On the 58th Annual Grammy stage that aired Monday February 15th, 2016 Hip-Hop artist Kendrick Lamar embodied the very meaning of Sankofa in his stage performance and medley of songs from his five-time Grammy awarded album and seminal work, To Pimp a Butterfly.
He was amazing!
Dressed in all blue and in chain-gang formation, Lamar was chained and shackled with an all-Black male ensemble and surrounded by jail cages from which a saxophone wailed. With the chains on his hands and wrapped around the microphone, Kendrick Lamar declared:
“I’m African-American. I’m African. I’m black as the moon. “
Not long after this declaration, the Sankofa transformation began under a strobe of black lights illuminating the white patterns all over Lamar’s clothing and the neon colorful spirits standing and dancing along with him.
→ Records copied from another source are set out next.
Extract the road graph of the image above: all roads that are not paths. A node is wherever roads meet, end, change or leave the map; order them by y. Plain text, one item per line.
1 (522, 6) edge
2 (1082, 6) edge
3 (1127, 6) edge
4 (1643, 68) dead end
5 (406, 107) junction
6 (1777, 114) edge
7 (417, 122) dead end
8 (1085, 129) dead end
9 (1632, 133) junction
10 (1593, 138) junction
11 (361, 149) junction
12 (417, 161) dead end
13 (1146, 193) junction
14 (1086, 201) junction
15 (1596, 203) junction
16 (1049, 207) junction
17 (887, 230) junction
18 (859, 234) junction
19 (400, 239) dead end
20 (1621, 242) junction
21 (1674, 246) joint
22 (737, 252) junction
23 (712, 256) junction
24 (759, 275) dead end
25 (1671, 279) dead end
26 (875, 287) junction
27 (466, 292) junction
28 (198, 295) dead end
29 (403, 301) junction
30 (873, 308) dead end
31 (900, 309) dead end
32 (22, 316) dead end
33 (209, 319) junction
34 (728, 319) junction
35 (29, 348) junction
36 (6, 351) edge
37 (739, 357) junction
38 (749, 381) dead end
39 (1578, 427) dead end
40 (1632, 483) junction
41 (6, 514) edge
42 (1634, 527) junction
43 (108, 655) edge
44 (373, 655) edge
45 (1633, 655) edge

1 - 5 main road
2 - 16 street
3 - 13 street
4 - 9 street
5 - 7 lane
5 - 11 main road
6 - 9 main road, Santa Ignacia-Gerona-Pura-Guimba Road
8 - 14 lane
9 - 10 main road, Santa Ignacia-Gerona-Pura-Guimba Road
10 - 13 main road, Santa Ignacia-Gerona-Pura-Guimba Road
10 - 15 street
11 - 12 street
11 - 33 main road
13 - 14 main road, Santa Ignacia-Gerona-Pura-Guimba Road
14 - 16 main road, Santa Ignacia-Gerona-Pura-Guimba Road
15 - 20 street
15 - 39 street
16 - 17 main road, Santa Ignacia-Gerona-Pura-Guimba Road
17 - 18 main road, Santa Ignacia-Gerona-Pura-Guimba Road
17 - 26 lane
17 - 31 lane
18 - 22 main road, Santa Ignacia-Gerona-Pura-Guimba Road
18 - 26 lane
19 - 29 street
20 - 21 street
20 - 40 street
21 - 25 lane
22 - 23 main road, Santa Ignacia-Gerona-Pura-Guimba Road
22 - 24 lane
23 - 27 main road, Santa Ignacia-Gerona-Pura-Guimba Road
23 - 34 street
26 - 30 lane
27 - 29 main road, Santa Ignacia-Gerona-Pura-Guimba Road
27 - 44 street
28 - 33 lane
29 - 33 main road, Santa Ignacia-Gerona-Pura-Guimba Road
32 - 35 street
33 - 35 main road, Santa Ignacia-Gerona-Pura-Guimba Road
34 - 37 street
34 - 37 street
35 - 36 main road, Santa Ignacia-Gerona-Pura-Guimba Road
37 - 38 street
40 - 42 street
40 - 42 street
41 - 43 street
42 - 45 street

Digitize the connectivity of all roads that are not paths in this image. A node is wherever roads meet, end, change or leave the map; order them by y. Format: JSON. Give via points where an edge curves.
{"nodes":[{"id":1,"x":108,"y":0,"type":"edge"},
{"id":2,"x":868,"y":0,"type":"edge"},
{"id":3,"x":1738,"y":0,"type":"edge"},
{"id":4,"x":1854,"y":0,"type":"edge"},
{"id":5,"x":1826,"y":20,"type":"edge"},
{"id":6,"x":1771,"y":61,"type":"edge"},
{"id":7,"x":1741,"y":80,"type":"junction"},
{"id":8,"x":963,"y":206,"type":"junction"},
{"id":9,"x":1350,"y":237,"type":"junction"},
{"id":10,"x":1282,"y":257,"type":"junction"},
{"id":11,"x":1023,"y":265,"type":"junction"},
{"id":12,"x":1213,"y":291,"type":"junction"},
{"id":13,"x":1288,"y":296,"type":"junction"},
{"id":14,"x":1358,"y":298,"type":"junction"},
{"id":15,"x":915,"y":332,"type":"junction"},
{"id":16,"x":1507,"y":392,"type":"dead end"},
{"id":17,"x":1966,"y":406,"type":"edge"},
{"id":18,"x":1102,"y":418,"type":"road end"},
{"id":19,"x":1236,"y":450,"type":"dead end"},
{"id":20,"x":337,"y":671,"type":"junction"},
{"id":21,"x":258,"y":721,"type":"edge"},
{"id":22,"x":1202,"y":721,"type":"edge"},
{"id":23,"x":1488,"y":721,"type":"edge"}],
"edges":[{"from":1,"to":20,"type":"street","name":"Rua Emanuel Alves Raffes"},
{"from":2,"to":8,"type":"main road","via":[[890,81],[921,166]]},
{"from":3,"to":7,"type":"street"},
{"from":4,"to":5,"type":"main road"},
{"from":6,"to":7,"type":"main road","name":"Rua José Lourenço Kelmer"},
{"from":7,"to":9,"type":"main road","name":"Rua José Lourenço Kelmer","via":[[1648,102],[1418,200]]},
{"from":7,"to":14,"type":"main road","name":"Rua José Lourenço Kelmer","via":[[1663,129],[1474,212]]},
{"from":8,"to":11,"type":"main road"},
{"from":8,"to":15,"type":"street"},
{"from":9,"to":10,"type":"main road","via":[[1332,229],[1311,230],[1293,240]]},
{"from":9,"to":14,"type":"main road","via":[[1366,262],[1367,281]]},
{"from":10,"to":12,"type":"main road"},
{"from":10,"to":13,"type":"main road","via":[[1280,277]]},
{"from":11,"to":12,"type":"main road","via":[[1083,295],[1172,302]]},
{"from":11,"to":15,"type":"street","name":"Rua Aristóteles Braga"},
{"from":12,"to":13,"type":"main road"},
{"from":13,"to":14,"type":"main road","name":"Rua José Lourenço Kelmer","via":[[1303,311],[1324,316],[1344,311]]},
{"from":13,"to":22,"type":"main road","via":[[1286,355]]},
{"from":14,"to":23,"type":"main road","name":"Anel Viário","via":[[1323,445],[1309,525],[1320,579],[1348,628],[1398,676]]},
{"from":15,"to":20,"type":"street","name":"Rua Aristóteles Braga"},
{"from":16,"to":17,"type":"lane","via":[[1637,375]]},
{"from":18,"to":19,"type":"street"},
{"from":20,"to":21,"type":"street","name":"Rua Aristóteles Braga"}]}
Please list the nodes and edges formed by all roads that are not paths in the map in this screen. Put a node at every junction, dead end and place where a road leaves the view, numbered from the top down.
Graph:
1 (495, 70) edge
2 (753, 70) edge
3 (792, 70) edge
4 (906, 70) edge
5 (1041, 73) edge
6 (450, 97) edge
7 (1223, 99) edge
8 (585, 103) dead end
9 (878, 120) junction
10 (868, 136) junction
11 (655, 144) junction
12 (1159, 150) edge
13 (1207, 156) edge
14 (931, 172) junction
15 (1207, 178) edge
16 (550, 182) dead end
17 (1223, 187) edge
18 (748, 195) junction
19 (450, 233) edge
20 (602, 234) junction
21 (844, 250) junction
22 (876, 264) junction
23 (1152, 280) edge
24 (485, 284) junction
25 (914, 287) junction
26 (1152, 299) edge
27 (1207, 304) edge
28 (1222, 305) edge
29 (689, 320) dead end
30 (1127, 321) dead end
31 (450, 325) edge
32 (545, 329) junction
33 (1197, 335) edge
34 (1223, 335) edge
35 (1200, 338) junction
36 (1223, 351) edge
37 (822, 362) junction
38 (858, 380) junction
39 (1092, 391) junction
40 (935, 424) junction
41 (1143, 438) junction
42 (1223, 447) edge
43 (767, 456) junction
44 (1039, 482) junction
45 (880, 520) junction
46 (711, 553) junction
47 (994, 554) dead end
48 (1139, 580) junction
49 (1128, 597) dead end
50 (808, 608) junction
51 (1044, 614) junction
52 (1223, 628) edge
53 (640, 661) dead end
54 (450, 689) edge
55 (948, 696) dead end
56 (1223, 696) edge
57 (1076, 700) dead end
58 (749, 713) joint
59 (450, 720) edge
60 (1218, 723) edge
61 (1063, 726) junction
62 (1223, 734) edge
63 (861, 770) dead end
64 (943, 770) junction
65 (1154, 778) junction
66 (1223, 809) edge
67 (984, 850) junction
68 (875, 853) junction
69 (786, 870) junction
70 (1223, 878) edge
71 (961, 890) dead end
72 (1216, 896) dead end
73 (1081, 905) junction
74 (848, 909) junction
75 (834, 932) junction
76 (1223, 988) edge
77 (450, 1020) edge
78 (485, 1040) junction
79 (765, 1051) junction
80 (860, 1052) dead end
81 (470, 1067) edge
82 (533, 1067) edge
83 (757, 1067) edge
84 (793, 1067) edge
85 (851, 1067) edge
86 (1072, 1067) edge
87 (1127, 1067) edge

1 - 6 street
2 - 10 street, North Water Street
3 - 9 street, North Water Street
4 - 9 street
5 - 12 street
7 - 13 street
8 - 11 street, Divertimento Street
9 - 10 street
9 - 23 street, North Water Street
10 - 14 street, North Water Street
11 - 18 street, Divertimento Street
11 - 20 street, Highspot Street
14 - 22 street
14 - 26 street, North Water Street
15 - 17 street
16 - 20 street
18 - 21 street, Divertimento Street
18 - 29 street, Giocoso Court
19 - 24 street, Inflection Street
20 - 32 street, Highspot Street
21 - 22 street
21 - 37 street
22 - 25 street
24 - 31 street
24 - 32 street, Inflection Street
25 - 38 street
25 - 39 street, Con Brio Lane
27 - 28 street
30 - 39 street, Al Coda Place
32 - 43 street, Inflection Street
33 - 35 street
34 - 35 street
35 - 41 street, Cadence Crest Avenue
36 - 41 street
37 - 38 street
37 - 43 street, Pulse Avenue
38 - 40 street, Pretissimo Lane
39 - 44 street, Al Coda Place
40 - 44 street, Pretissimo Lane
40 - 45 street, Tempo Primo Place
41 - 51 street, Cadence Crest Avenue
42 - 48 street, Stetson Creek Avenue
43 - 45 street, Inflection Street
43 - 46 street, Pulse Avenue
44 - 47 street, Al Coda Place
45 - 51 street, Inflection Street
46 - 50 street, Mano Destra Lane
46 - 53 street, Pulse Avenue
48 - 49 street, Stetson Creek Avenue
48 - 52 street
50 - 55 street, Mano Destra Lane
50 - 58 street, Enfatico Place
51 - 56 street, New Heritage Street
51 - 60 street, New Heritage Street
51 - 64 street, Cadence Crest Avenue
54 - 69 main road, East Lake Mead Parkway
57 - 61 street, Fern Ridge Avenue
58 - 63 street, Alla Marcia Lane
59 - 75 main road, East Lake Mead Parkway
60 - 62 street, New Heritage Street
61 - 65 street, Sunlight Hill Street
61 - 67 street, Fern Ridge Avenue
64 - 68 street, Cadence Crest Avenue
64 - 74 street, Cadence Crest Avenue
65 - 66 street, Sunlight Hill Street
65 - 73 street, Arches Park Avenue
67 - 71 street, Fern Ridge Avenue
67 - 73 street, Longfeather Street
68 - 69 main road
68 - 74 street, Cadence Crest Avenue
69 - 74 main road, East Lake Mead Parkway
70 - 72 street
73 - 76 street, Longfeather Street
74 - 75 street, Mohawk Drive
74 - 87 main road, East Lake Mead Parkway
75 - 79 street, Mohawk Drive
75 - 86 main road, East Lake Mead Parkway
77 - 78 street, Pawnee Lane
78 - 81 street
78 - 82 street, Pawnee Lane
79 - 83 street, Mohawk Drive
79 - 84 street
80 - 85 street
He proceeded to give us what we needed and we were reminded that every race starts from the Blacks. African drumming further encouraged the Sankofa process to take place as beautifully adorned and spirited women dancers circled Kendrick Lamar amidst the bonfire backdrop, symbolically giving birth to a Kendrick Lamar Renaissance. This was just as much our rites of passage as it was his. He became King Kendrick. The ancestors orchestrated his coronation and we watched it happen thinking were watching a Grammy performance.
Brilliant.
In a climatic testimony with only a spotlight and a microphone, Kendrick Lamar reminded us that freedom isn’t free and that it requires a kind of transformation in the mind that means seeing Compton in Africa and acknowledging the African in each of us.